# Input data
# # #

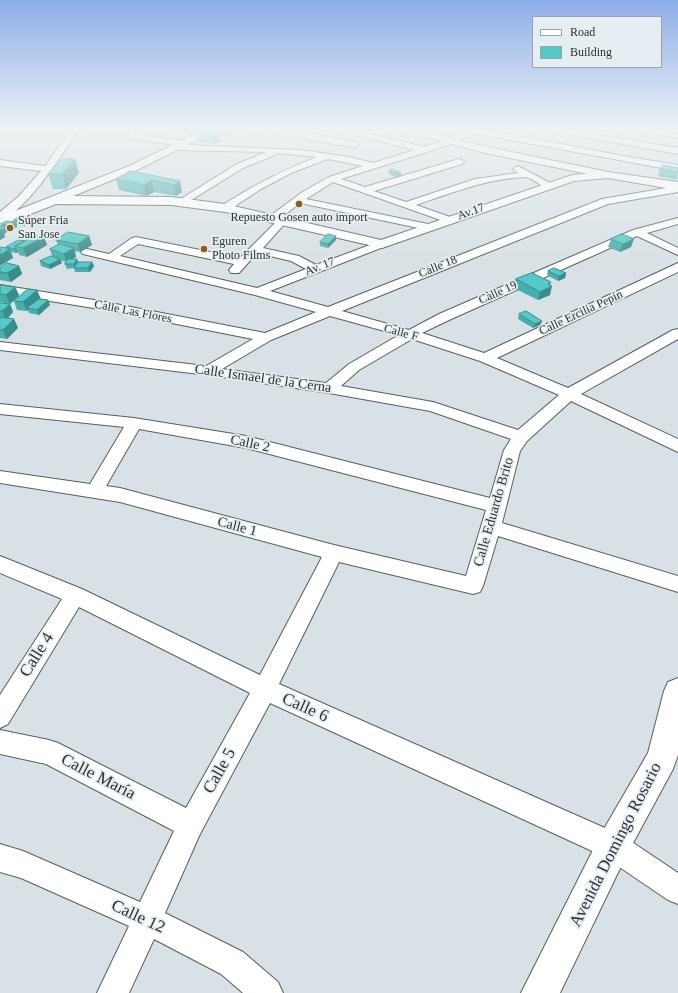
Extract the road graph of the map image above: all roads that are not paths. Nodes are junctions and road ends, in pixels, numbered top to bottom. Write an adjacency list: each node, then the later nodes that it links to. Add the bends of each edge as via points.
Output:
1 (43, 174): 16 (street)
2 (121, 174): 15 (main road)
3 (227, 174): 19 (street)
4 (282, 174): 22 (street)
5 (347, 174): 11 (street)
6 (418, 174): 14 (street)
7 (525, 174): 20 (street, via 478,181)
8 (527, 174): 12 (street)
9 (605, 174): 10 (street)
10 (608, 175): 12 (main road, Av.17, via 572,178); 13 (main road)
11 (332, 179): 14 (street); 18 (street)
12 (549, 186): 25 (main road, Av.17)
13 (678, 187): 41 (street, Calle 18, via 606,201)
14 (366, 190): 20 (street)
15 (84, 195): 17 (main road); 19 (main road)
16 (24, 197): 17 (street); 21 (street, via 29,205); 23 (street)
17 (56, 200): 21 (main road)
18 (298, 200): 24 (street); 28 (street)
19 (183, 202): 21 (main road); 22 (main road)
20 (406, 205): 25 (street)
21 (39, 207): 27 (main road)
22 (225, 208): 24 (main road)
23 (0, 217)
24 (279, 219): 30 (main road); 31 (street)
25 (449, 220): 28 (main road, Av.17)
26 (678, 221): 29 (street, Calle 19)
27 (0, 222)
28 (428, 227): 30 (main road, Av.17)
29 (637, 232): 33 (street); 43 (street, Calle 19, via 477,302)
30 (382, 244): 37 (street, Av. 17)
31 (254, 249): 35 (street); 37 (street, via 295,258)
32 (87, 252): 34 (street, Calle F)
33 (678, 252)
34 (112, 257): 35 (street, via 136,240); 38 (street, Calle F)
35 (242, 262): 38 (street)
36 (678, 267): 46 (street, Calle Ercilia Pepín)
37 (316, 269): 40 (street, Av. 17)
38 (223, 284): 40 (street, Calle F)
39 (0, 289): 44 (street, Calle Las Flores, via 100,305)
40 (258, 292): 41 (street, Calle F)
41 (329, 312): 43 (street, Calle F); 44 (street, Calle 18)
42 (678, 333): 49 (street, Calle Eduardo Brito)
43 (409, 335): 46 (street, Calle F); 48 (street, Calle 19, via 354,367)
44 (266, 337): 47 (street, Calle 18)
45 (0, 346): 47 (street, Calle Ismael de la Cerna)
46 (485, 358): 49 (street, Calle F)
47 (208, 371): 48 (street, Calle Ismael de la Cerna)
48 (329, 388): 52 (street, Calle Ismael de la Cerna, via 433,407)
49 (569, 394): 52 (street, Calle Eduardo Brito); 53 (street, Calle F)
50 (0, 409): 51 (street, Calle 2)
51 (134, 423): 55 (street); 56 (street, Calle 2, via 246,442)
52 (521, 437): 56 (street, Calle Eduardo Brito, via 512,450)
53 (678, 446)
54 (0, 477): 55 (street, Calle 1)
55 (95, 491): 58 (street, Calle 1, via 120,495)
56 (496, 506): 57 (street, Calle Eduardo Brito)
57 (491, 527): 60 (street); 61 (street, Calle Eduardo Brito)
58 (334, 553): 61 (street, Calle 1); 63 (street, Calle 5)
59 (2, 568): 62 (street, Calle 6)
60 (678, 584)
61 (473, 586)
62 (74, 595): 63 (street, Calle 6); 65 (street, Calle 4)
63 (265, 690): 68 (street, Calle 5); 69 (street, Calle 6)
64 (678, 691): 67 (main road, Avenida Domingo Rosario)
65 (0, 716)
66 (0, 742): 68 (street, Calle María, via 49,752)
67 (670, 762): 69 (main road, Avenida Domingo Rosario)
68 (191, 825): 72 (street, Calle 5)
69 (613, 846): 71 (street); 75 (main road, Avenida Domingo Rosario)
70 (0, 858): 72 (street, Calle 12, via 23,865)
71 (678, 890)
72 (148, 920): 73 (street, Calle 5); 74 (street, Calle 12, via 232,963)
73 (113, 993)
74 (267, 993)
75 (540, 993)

# # #

# Try it
Every line of the material above that includes the string "Eduardo" is required.

# Expected answer
42 (678, 333): 49 (street, Calle Eduardo Brito)
49 (569, 394): 52 (street, Calle Eduardo Brito); 53 (street, Calle F)
52 (521, 437): 56 (street, Calle Eduardo Brito, via 512,450)
56 (496, 506): 57 (street, Calle Eduardo Brito)
57 (491, 527): 60 (street); 61 (street, Calle Eduardo Brito)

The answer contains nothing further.